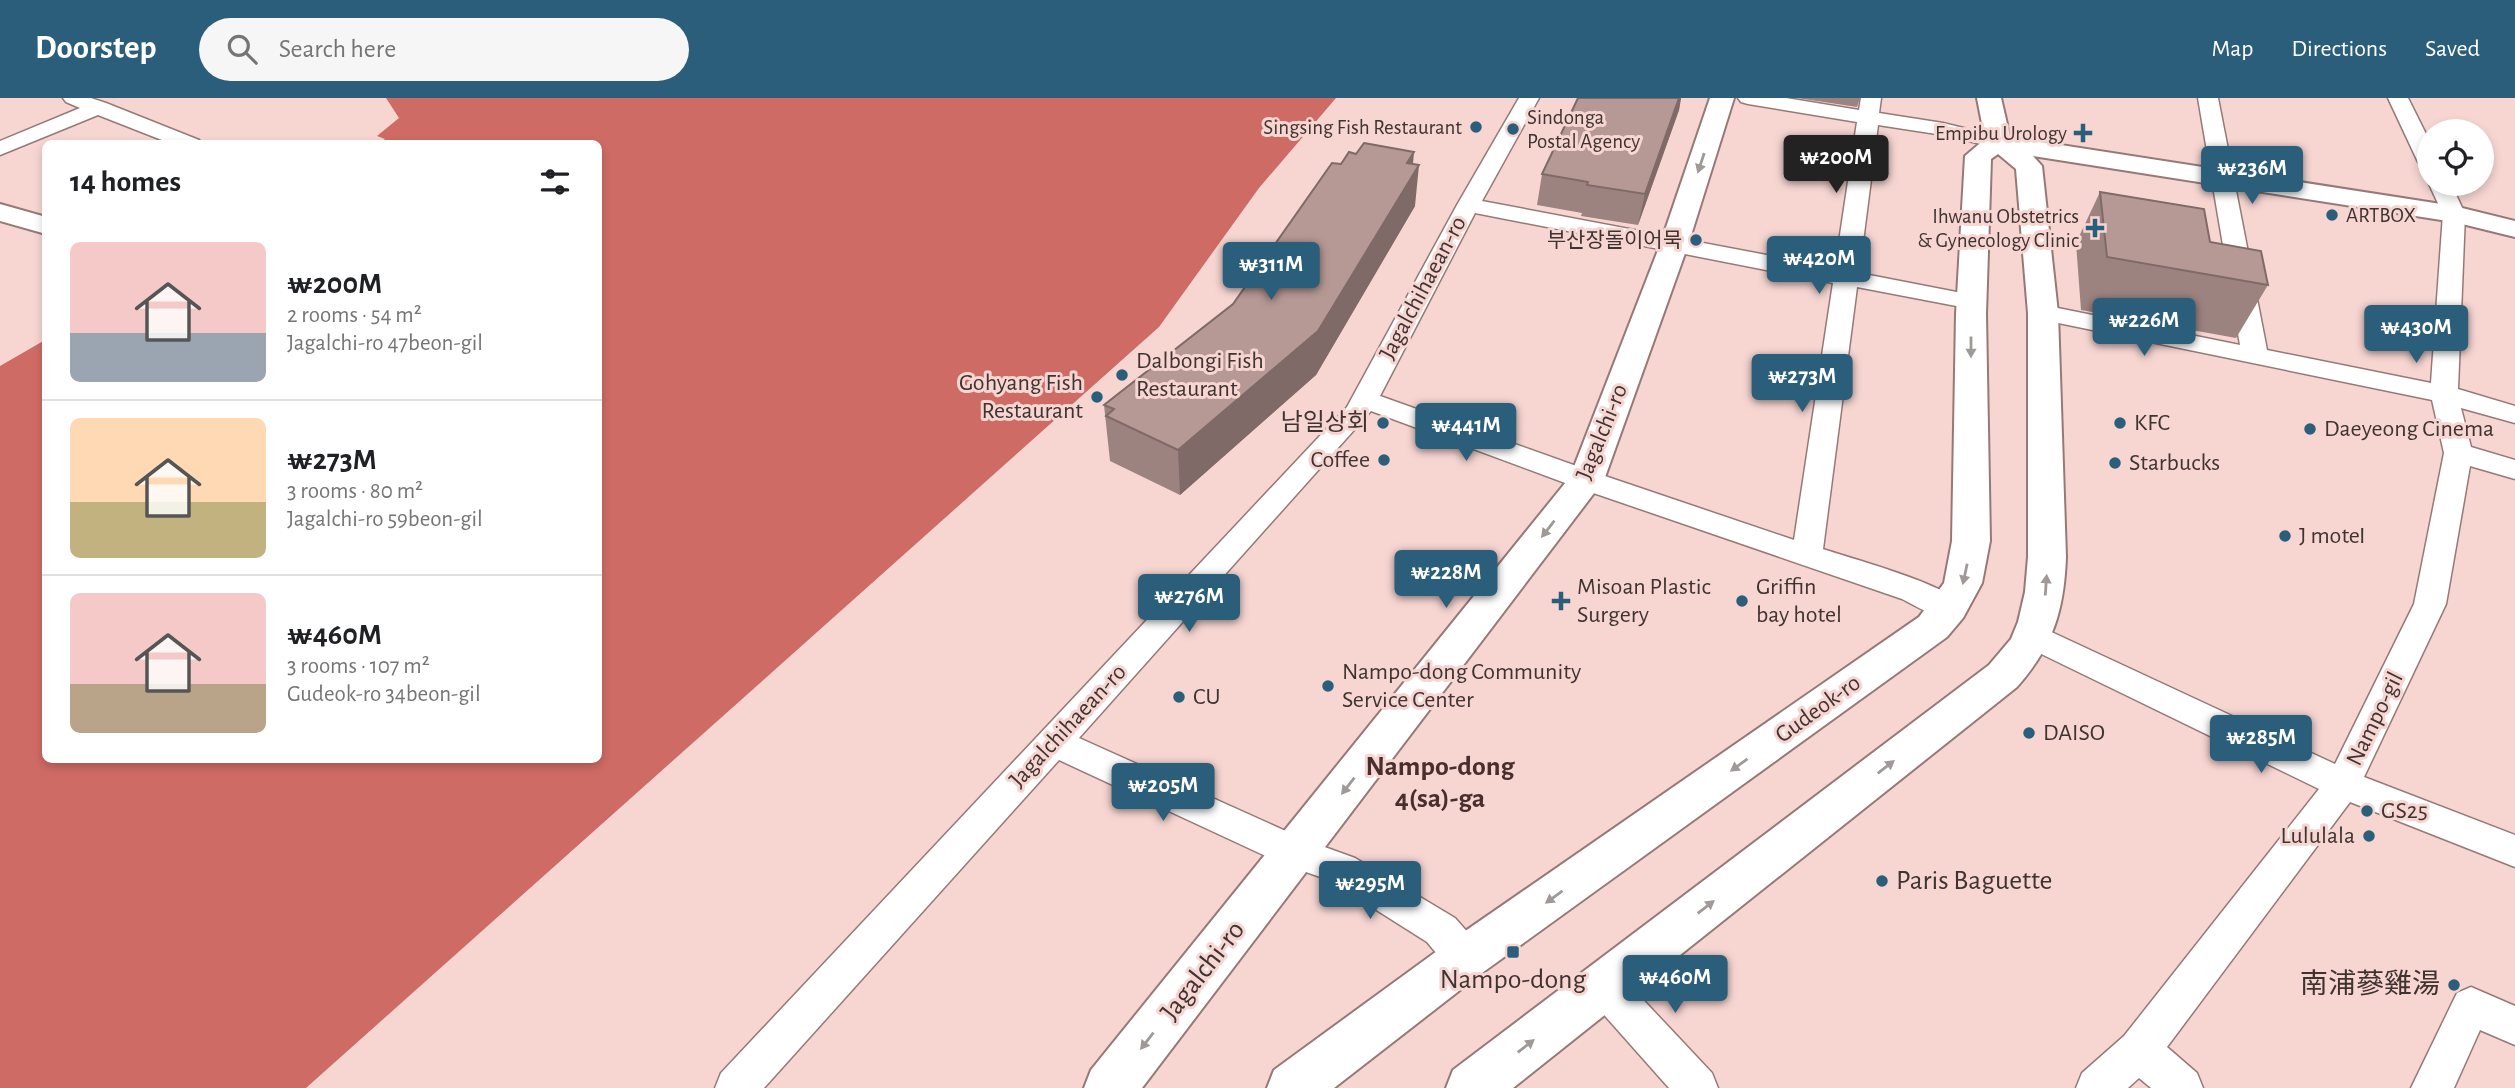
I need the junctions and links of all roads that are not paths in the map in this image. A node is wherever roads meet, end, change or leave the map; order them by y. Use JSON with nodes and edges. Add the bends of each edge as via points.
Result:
{"nodes":[{"id":1,"x":73,"y":98,"type":"edge"},
{"id":2,"x":1529,"y":98,"type":"edge"},
{"id":3,"x":1722,"y":98,"type":"edge"},
{"id":4,"x":1748,"y":98,"type":"edge"},
{"id":5,"x":1989,"y":98,"type":"edge"},
{"id":6,"x":2208,"y":98,"type":"edge"},
{"id":7,"x":2398,"y":98,"type":"edge"},
{"id":8,"x":99,"y":107,"type":"junction"},
{"id":9,"x":1870,"y":108,"type":"edge"},
{"id":10,"x":2417,"y":137,"type":"edge"},
{"id":11,"x":182,"y":140,"type":"edge"},
{"id":12,"x":1998,"y":142,"type":"junction"},
{"id":13,"x":0,"y":149,"type":"edge"},
{"id":14,"x":2224,"y":177,"type":"junction"},
{"id":15,"x":2446,"y":196,"type":"edge"},
{"id":16,"x":1468,"y":205,"type":"junction"},
{"id":17,"x":0,"y":212,"type":"edge"},
{"id":18,"x":2454,"y":214,"type":"junction"},
{"id":19,"x":42,"y":225,"type":"edge"},
{"id":20,"x":2515,"y":229,"type":"edge"},
{"id":21,"x":1674,"y":245,"type":"junction"},
{"id":22,"x":1846,"y":278,"type":"junction"},
{"id":23,"x":1972,"y":302,"type":"junction"},
{"id":24,"x":2043,"y":313,"type":"junction"},
{"id":25,"x":2255,"y":357,"type":"junction"},
{"id":26,"x":2444,"y":394,"type":"junction"},
{"id":27,"x":1363,"y":399,"type":"junction"},
{"id":28,"x":2515,"y":415,"type":"edge"},
{"id":29,"x":2458,"y":453,"type":"junction"},
{"id":30,"x":2515,"y":470,"type":"edge"},
{"id":31,"x":1586,"y":480,"type":"junction"},
{"id":32,"x":1807,"y":556,"type":"junction"},
{"id":33,"x":1950,"y":608,"type":"junction"},
{"id":34,"x":2034,"y":637,"type":"junction"},
{"id":35,"x":1054,"y":742,"type":"junction"},
{"id":36,"x":2343,"y":784,"type":"junction"},
{"id":37,"x":2515,"y":851,"type":"edge"},
{"id":38,"x":1296,"y":853,"type":"junction"},
{"id":39,"x":1465,"y":958,"type":"junction"},
{"id":40,"x":1604,"y":986,"type":"junction"},
{"id":41,"x":2515,"y":1026,"type":"edge"},
{"id":42,"x":2139,"y":1050,"type":"junction"},
{"id":43,"x":736,"y":1088,"type":"edge"},
{"id":44,"x":1110,"y":1088,"type":"edge"},
{"id":45,"x":1293,"y":1088,"type":"edge"},
{"id":46,"x":1472,"y":1088,"type":"edge"},
{"id":47,"x":1698,"y":1088,"type":"edge"},
{"id":48,"x":2098,"y":1088,"type":"edge"},
{"id":49,"x":2182,"y":1088,"type":"edge"},
{"id":50,"x":2432,"y":1088,"type":"edge"}],
"edges":[{"from":1,"to":8,"type":"street"},
{"from":2,"to":16,"type":"street","name":"Jagalchihaean-ro"},
{"from":3,"to":21,"type":"main road","name":"Jagalchi-ro","one_way":true},
{"from":4,"to":9,"type":"street"},
{"from":5,"to":12,"type":"main road"},
{"from":6,"to":14,"type":"street"},
{"from":7,"to":10,"type":"street"},
{"from":8,"to":11,"type":"street"},
{"from":8,"to":13,"type":"street"},
{"from":9,"to":12,"type":"street"},
{"from":9,"to":22,"type":"street"},
{"from":12,"to":14,"type":"main road"},
{"from":12,"to":23,"type":"main road","name":"Gudeok-ro","via":[[1978,156]]},
{"from":12,"to":24,"type":"main road","via":[[2029,166]]},
{"from":14,"to":18,"type":"main road"},
{"from":14,"to":25,"type":"street"},
{"from":15,"to":18,"type":"street"},
{"from":16,"to":21,"type":"street"},
{"from":16,"to":27,"type":"street","name":"Jagalchihaean-ro"},
{"from":17,"to":19,"type":"main road"},
{"from":18,"to":20,"type":"main road"},
{"from":18,"to":26,"type":"street","name":"Nampo-gil"},
{"from":21,"to":22,"type":"street"},
{"from":21,"to":31,"type":"main road","name":"Jagalchi-ro"},
{"from":22,"to":23,"type":"street"},
{"from":22,"to":32,"type":"street"},
{"from":23,"to":33,"type":"main road","name":"Gudeok-ro","one_way":true,"via":[[1970,541],[1964,583]]},
{"from":24,"to":25,"type":"street"},
{"from":34,"to":24,"type":"main road","one_way":true,"via":[[2046,595]]},
{"from":25,"to":26,"type":"street"},
{"from":26,"to":28,"type":"street"},
{"from":26,"to":29,"type":"street","name":"Nampo-gil"},
{"from":27,"to":31,"type":"street"},
{"from":27,"to":35,"type":"street","name":"Jagalchihaean-ro","via":[[1358,411]]},
{"from":29,"to":30,"type":"street"},
{"from":29,"to":36,"type":"street","name":"Nampo-gil","via":[[2430,604]]},
{"from":31,"to":32,"type":"street"},
{"from":31,"to":38,"type":"main road","name":"Jagalchi-ro","one_way":true},
{"from":32,"to":33,"type":"street"},
{"from":33,"to":39,"type":"main road","name":"Gudeok-ro","one_way":true,"via":[[1933,627]]},
{"from":34,"to":36,"type":"street"},
{"from":40,"to":34,"type":"main road","one_way":true,"via":[[2003,676]]},
{"from":35,"to":38,"type":"street"},
{"from":35,"to":43,"type":"street","name":"Jagalchihaean-ro"},
{"from":36,"to":37,"type":"street"},
{"from":36,"to":42,"type":"street","name":"Nampo-gil"},
{"from":38,"to":39,"type":"street","via":[[1342,869],[1441,930]]},
{"from":38,"to":44,"type":"main road","name":"Jagalchi-ro","one_way":true},
{"from":39,"to":45,"type":"main road","name":"Gudeok-ro"},
{"from":46,"to":40,"type":"main road","one_way":true},
{"from":40,"to":47,"type":"street"},
{"from":41,"to":50,"type":"street","via":[[2471,1006]]},
{"from":42,"to":48,"type":"street","name":"Nampo-gil"},
{"from":42,"to":49,"type":"street"}]}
•••••
If a line in the material contains the word "edges", copy that line.

> [Solution to the exercise]:
I need the junctions and links of all roads that are not paths in the map in this image. A node is wherever roads meet, end, change or leave the map; order them by y. Use JSON with nodes and edges. Add the bends of each edge as via points.
"edges":[{"from":1,"to":8,"type":"street"},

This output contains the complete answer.